I can hear the sea! How the sounds of the British coast are being mapped
A crowdsourced sound-recording project will supplement the British Library's archive with the sounds of the UK coastline - from waves and birds to dodgems and lobster pots
Into a stuffy, windowless room in the bowels of the British Library, in London, breezes a sunny day by the sea. Cheryl Tipp clicks her mouse to play a recording of waves breaking on Totland Bay on the Isle of Wight. The waves sound abrupt and small, the tide on the ebb, perhaps, and I can almost feel the sun on my back and the sand between my toes. Then Tipp, the libary's curator of wildlife sounds, plays Atlantic breakers recorded on a Cornish beach. The sunshine vanishes as an immense roar fills the room, a second wave beginning its long run up the beach before the first has finished, and we are transported to a February storm, salt spray on our lips.
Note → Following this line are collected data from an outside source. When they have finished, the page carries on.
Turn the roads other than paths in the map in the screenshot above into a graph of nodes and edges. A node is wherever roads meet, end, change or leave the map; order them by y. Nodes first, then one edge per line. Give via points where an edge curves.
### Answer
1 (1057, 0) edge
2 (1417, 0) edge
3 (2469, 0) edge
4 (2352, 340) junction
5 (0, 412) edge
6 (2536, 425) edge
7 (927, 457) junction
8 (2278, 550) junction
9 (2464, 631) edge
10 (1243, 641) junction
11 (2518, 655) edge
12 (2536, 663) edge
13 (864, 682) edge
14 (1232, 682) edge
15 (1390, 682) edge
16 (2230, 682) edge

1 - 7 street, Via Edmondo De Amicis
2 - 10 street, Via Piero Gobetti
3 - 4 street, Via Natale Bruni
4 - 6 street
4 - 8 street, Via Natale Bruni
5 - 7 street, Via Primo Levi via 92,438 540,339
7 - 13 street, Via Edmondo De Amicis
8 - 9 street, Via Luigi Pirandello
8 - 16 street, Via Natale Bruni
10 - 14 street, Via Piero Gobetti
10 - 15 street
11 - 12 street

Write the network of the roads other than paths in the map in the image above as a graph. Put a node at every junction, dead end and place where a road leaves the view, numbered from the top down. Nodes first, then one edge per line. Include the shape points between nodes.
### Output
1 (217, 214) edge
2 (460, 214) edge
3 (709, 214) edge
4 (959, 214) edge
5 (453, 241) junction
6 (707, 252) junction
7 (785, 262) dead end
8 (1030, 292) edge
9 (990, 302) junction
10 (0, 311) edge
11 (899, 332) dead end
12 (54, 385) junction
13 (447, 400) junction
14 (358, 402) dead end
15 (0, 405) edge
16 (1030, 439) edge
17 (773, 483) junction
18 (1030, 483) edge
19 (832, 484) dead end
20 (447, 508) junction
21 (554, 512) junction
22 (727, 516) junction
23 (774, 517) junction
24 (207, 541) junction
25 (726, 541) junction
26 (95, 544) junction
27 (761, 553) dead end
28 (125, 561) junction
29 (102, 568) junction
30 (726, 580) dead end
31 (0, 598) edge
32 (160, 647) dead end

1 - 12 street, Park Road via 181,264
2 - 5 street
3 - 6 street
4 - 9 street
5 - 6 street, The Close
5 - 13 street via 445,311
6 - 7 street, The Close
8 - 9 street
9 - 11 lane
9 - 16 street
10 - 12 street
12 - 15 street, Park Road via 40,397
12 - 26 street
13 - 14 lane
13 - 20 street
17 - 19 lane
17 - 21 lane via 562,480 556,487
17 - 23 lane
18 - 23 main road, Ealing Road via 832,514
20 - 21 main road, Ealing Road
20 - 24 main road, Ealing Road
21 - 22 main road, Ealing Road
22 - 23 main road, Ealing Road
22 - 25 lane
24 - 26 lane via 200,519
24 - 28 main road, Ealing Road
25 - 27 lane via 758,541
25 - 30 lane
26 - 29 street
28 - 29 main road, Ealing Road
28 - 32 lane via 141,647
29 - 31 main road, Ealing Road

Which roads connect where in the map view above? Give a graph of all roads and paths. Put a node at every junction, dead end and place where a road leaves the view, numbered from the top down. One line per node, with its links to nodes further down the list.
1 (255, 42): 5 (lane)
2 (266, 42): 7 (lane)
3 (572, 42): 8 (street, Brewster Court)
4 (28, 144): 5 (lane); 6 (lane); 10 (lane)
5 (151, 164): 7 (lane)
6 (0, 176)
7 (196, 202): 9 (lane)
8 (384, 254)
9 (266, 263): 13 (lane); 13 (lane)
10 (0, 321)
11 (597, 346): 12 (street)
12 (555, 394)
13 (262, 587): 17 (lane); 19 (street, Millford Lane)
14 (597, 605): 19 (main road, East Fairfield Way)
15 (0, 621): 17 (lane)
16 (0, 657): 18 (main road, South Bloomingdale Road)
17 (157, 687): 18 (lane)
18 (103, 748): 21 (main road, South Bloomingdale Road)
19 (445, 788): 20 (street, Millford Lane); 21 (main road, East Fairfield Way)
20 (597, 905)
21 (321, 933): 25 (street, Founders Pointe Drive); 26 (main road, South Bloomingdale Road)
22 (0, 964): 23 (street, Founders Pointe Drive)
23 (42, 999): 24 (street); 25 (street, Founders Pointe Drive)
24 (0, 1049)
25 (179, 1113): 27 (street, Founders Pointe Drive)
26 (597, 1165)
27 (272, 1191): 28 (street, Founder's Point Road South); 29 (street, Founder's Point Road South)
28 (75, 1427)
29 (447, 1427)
The library's archive of 6.5m sounds is the world's second largest, and includes 200,000 catalogued sounds of wildlife and the environment, from whale song to wet woodlands, thunder in the heavens to the underwater chatter of fish. The archivists aren't satisfied, however, and so the BL, in partnership with the National Trust and the National Trust for Scotland, is to create a crowdsourced sound map of the UK coast over three months this summer.